Die Klimapolitik gerät in Verzug

Hitzewellen, Dürren, Überschwemmungen: Die Klimakrise trifft Europa besonders stark, wie der neue Bericht des Klimadiensts Copernicus zeigt. Doch die EU hinkt der Entwicklung hinterher.

Die EU gerät beim Klimaschutz immer mehr in Verzug. Erst haben die Europäer die Deadline für ein Klimaziel 2035 gerissen – es wäre im Februar fällig gewesen und steht immer noch aus. Dann wurde das ebenfalls überfällige Ziel für 2040 auf die lange Bank geschoben. EU-Klimakommissar Hoekstra will es erst im Sommer vorlegen. 

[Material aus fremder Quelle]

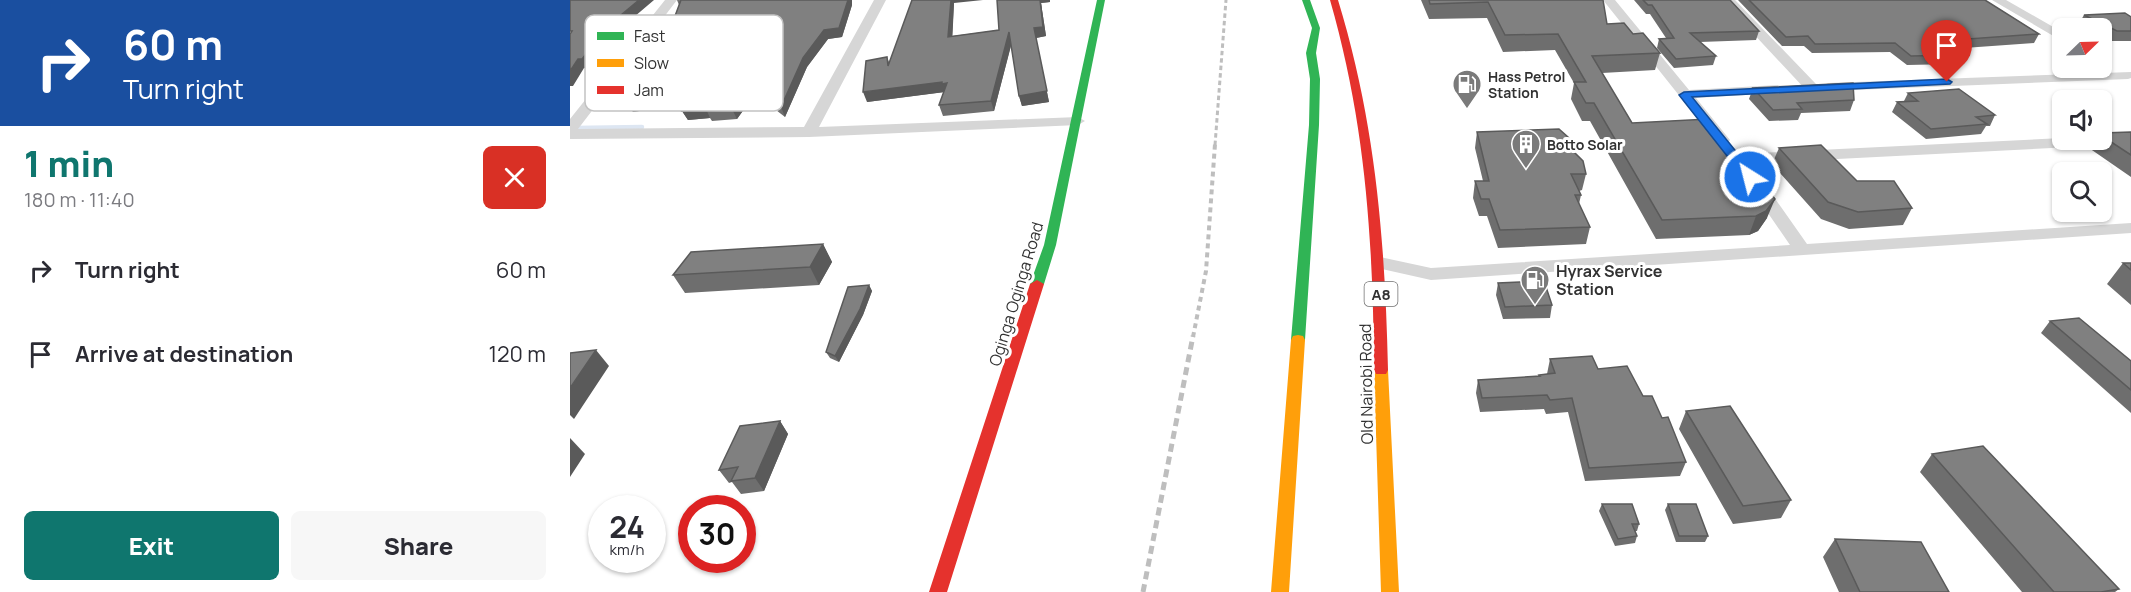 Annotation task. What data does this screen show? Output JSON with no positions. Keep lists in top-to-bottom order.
{
  "streets": {
    "main road": ["Oginga Oginga Road", "A8", "Old Nairobi Road"]
  },
  "places": {
    "fuel station": ["Hass Petrol Station", "Hyrax Service Station"],
    "building": ["Botto Solar"]
  },
  "legend": ["Fast", "Slow", "Jam"],
  "north": "top right",
  "page": {
    "turn": ["60 m", "Turn right"],
    "heading": ["1 min", "180 m · 11:40"],
    "list": [
      {
        "name": "Turn right",
        "value": "60 m"
      },
      {
        "name": "Arrive at destination",
        "value": "120 m"
      }
    ],
    "speed": "24 km/h",
    "limit": "30",
    "buttons": ["Exit", "Share"]
  }
}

Nun lässt auch noch der versprochene Plan zur Anpassung an die Folgen der Klimakrise auf sich warten: Damit sei erst 2026 zu rechnen, teilte die EU-Kommission mit. Eine Begründung lieferte Brüssel nicht, doch ein böser Verdacht steht im Raum: Die EU nimmt es mit dem Klimaschutz nicht mehr so ernst. 

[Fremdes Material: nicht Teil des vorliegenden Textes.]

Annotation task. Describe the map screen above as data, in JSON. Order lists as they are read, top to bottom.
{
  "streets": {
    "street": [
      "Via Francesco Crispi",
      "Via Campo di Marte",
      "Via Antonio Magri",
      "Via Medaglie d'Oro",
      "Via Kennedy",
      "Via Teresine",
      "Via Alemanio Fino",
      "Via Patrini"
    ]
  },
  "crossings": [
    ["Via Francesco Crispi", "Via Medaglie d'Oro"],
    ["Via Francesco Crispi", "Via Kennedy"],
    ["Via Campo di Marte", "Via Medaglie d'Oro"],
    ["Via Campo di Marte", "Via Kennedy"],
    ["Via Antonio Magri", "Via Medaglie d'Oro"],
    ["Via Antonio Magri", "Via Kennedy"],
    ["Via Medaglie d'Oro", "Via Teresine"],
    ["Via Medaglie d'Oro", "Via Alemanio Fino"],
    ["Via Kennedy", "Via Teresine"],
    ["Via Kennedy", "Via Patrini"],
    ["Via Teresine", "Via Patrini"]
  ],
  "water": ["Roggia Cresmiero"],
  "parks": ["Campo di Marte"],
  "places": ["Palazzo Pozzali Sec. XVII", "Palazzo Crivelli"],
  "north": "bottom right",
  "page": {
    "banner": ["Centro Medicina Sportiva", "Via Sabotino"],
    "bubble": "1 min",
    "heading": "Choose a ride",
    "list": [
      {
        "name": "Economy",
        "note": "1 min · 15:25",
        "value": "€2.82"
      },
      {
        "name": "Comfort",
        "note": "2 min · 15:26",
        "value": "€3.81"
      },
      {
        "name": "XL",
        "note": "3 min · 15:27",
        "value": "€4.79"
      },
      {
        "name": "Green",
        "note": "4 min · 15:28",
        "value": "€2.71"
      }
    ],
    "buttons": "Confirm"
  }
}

“Europa ist der am stärksten vom Klimawandel betroffene Kontinent und trotzdem sinkt der Ehrgeiz beim Klimaschutz“, kritisiert der grüne Europaabgeordnete Michael Bloss. Das gelte nicht nur für die EU, sondern auch für die neue deutsche Bundesregierung, fürchtet Bloss: „Das ist politisches Versagen mit Ansage.“

Besorgt zeigt sich auch der WWF. „Während die Klimakrise weiter voranschreitet und Europa der Kontinent ist, der sich am schnellsten erwärmt, scheint die Uhr bei manchen Entscheider:innen in Europa und Deutschland rückwärts zu laufen“, sagt WWF-Expertin Fentje Jacobsen. „Nicht zu handeln ist in jedem Fall teurer als zu handeln.“

Doch der politische Wille fehlt. Nicht nur in der EU-Kommission haben sich die Prioritäten verschoben: Statt des 2019 beschlossenen „Green Deal“ für den Klimaschutz stehen jetzt Wettbewerbsfähigkeit und Bürokratieabbau obenan, was auch zur Verwässerung von klimarelevanten EU-Gesetzen wie der Lieferkettenrichtlinie geführt hat.

Auch im Europaparlament hat der Ehrgeiz nachgelassen. Vor sechs Jahren hat es noch den „Klimanotstand“ ausgerufen. Nun steht die größte Fraktion, die konservative EVP, auf der Bremse. Man müsse den Mitgliedstaaten und der Industrie „deutlich mehr Flexibilität“ geben, fordert Peter Liese (CDU), der umweltpolitische Sprecher der EVP.

Weiterlesen auf taz.de. Siehe auch “EU nicht mehr nachhaltig” und Klimakrise: “1,5 Grad-Ziel nicht mehr zu halten”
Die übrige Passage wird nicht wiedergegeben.